Campanha lançada em Porto Alegre ressalta relação entre estupro e o vírus HIV (Jornal do Comércio – 25/04/2012)

A campanha Mulheres e Direitos no Brasil – Eixo Violência e HIV, criada através de parceria entre o Programa Conjunto das Nações Unidas sobre HIV/Aids (Unaids), a União Europeia, o Fundo de População das Nações Unidas, e a ONU Mulheres, foi lançada ontem na Capital. Partindo da premissa de que 80% das agressões contra a mulher são cometidas pelo marido, companheiro ou namorado, e que 42% dos casos de violência sexual envolvem agressores que mantêm relações afetivas há mais de dez anos com as vítimas, a campanha quer alertar para o fato de que, mesmo nestas situações, contrair HIV é uma consequência frequente. Somente no ano passado, Porto Alegre registrou 485 denúncias de estupro.

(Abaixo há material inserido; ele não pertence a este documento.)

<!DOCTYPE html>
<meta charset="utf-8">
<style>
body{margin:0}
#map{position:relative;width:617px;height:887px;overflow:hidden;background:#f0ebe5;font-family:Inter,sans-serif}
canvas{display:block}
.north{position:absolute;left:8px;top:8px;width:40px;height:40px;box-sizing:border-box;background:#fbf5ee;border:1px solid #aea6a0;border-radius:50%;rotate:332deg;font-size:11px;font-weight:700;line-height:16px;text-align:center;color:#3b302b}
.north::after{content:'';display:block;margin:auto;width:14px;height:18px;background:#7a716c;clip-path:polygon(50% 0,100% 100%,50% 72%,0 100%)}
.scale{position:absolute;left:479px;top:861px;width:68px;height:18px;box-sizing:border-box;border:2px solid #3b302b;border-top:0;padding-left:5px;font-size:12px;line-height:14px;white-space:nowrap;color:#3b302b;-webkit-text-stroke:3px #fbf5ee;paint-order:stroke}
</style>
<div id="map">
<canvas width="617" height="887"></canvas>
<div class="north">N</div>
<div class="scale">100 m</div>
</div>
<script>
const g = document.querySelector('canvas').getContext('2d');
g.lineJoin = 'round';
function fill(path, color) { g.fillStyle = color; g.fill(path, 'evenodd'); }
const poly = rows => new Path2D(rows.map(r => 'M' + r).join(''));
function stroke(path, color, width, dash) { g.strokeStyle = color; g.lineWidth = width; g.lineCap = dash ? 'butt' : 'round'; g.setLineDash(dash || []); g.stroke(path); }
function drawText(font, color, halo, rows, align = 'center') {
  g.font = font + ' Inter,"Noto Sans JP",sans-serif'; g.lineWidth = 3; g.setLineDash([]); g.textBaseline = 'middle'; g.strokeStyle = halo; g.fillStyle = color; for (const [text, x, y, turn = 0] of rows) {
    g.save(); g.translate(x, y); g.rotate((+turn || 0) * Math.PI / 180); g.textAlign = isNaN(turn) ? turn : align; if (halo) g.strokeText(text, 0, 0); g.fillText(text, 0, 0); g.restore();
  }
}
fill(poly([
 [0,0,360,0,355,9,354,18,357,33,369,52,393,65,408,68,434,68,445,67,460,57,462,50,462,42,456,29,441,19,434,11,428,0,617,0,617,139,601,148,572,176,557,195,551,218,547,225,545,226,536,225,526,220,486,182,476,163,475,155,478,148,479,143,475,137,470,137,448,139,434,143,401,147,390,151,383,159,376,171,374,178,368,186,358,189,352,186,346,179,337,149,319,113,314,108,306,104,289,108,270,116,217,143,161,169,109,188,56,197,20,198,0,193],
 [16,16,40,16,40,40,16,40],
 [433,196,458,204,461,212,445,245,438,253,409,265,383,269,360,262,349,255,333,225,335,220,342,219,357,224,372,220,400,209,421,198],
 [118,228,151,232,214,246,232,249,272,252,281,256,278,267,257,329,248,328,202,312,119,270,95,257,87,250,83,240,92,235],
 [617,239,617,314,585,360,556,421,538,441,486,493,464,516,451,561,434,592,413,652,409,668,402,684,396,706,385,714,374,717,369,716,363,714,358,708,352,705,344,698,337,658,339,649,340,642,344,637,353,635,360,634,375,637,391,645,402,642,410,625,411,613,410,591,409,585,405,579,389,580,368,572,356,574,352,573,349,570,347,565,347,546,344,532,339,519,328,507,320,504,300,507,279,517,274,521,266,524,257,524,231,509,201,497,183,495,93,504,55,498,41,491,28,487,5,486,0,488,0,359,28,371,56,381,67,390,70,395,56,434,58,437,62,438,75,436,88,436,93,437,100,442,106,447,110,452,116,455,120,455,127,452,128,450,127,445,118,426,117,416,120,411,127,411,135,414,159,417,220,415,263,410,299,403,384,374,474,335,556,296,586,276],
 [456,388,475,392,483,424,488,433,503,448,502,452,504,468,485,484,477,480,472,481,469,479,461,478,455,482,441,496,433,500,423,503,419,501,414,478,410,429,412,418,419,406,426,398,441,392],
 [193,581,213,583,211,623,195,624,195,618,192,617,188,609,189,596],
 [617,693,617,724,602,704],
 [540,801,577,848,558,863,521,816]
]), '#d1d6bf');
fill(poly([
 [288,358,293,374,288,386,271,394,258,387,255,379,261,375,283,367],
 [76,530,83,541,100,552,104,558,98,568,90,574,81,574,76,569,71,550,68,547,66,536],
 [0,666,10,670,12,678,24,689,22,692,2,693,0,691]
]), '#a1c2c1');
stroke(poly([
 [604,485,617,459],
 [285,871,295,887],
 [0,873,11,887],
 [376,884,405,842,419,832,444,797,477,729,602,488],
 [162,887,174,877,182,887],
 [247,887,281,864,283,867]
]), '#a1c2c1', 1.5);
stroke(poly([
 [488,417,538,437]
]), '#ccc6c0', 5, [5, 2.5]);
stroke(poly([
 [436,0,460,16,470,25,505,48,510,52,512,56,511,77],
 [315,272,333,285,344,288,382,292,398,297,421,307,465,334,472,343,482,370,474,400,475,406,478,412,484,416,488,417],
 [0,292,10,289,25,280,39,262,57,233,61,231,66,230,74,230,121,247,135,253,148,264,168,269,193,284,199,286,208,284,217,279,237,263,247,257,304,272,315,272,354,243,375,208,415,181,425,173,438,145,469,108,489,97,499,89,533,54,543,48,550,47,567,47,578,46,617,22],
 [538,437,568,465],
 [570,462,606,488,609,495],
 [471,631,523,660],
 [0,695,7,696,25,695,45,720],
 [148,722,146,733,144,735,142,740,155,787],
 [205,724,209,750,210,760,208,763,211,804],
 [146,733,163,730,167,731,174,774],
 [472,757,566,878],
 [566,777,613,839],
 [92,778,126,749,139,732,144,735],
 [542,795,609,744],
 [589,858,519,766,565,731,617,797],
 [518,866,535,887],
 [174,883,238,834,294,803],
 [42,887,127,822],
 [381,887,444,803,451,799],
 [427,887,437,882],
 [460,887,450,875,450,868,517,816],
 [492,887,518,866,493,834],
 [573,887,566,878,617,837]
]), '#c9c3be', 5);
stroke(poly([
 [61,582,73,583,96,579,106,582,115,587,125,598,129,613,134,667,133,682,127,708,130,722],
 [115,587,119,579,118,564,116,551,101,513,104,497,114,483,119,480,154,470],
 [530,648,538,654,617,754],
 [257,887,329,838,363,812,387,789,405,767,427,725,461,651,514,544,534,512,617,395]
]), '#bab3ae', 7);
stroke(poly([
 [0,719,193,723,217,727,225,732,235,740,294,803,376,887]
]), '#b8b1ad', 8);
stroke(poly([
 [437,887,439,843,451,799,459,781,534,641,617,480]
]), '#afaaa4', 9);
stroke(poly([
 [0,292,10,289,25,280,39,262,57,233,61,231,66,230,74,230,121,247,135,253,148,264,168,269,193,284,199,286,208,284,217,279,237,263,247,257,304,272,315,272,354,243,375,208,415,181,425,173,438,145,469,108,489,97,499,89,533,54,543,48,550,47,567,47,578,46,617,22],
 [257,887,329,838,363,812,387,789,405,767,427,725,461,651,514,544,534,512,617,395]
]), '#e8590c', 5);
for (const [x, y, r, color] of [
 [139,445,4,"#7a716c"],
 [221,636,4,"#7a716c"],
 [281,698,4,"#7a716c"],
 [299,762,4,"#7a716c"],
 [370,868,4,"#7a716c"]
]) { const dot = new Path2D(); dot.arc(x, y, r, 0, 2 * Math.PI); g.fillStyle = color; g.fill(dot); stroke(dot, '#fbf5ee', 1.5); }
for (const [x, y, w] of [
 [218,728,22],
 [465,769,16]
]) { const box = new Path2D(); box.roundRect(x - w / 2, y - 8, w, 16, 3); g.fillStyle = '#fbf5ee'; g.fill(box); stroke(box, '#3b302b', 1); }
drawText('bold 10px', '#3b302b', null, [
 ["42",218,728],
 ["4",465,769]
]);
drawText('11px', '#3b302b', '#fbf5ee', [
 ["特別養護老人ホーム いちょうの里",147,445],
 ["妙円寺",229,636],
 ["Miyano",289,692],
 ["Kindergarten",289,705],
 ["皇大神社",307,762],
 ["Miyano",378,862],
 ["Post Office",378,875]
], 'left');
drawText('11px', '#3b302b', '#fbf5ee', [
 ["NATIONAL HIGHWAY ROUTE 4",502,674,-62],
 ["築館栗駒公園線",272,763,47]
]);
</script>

“Entre adultos, e mesmo dentro do casamento, entre marido e mulher, a relação imposta pela força também caracteriza estupro”, informa a cartilha. A ferramenta principal de alerta da campanha é um vídeo que traz depoimentos de mulheres e homens que foram vítimas de violência física, sexual e psicológica, além da fala de alguns agressores. O mais chocante nos relatos é a constatação de que no núcleo familiar os abusos são velados e, por isso, duram anos. Outro ponto destacado é que o ciclo da agressão se propaga de pais para filhos, sendo os exemplos de abusos cometidos dentro de casa seguidos por outras gerações.

“Assim como a violência homofóbica, a violência contra a mulher é inaceitável e deve ser coibida. Além de violar direitos humanos básicos, é fator de vulnerabilidade a infecção pelo HIV”, afirma o Pedro Chequer, coordenador do Unaids no Brasil. De acordo com ele, a campanha surgiu na Amazônia, na tribo tikuna, na qual é desenvolvido um projeto de combate à Aids. Todos os materiais desenvolvidos, entre áudio, vídeo e texto, são dublados para o idioma tikuna, falado por mais de 30 mil pessoas no Brasil, e também para o espanhol e o inglês. “As indígenas estão se emancipando e denunciando as agressões”, conta.

Chequer explica que a ligação entre violência e HIV foi estabelecida por meio de pesquisas científicas que mostram que a violência contra a mulher é um fator importante na disseminação da Aids. De acordo com o coordenador, os homens são fundamentais no combate à violência, pois eles são os autores dos abusos e, se não estiverem mobilizados, o panorama não se reverterá.

A cartilha traz explicações sobre todos os tipos de violência, juntamente com estatísticas, motivos para a busca de uma medida protetiva, formas da transmissão do HIV e instruções para a gravidez resultante de estupro, inclusive sobre o direito de aborto nestes casos. “Nesse momento, precisamos lembrar que o Estado é laico e que interferências não devem ser aceitas”, ressalta Chequer.

Dirceu Greco, diretor do Departamento Nacional de DST/Aids e Hepatites Virais do Ministério da Saúde, enfatizou a importância de desenvolver o trabalho nas escolas. “O ciclo de violência só é interrompido quando se pune o agressor, porém, para a prevenção é preciso conscientizar os jovens”, argumenta. Ele sugeriu que a campanha se torne uma das bandeiras da Jornada da Juventude e da Copa das Confederações, que atrairão um grande público para o País neste ano.

A parceria entre Unaids, ONU e o município resultou na construção de um plano integrado, chamado Aids Tchê, que buscará a prevenção da doença entre jovens, com ênfase no programa Saúde e Prevenção nas Escolas (SPE). Outro foco será o combate à epidemia entre mulheres, gays e homens que fazem sexo com outros homens, além do fortalecimento dos movimentos sociais e das ações preventivas junto à população negra.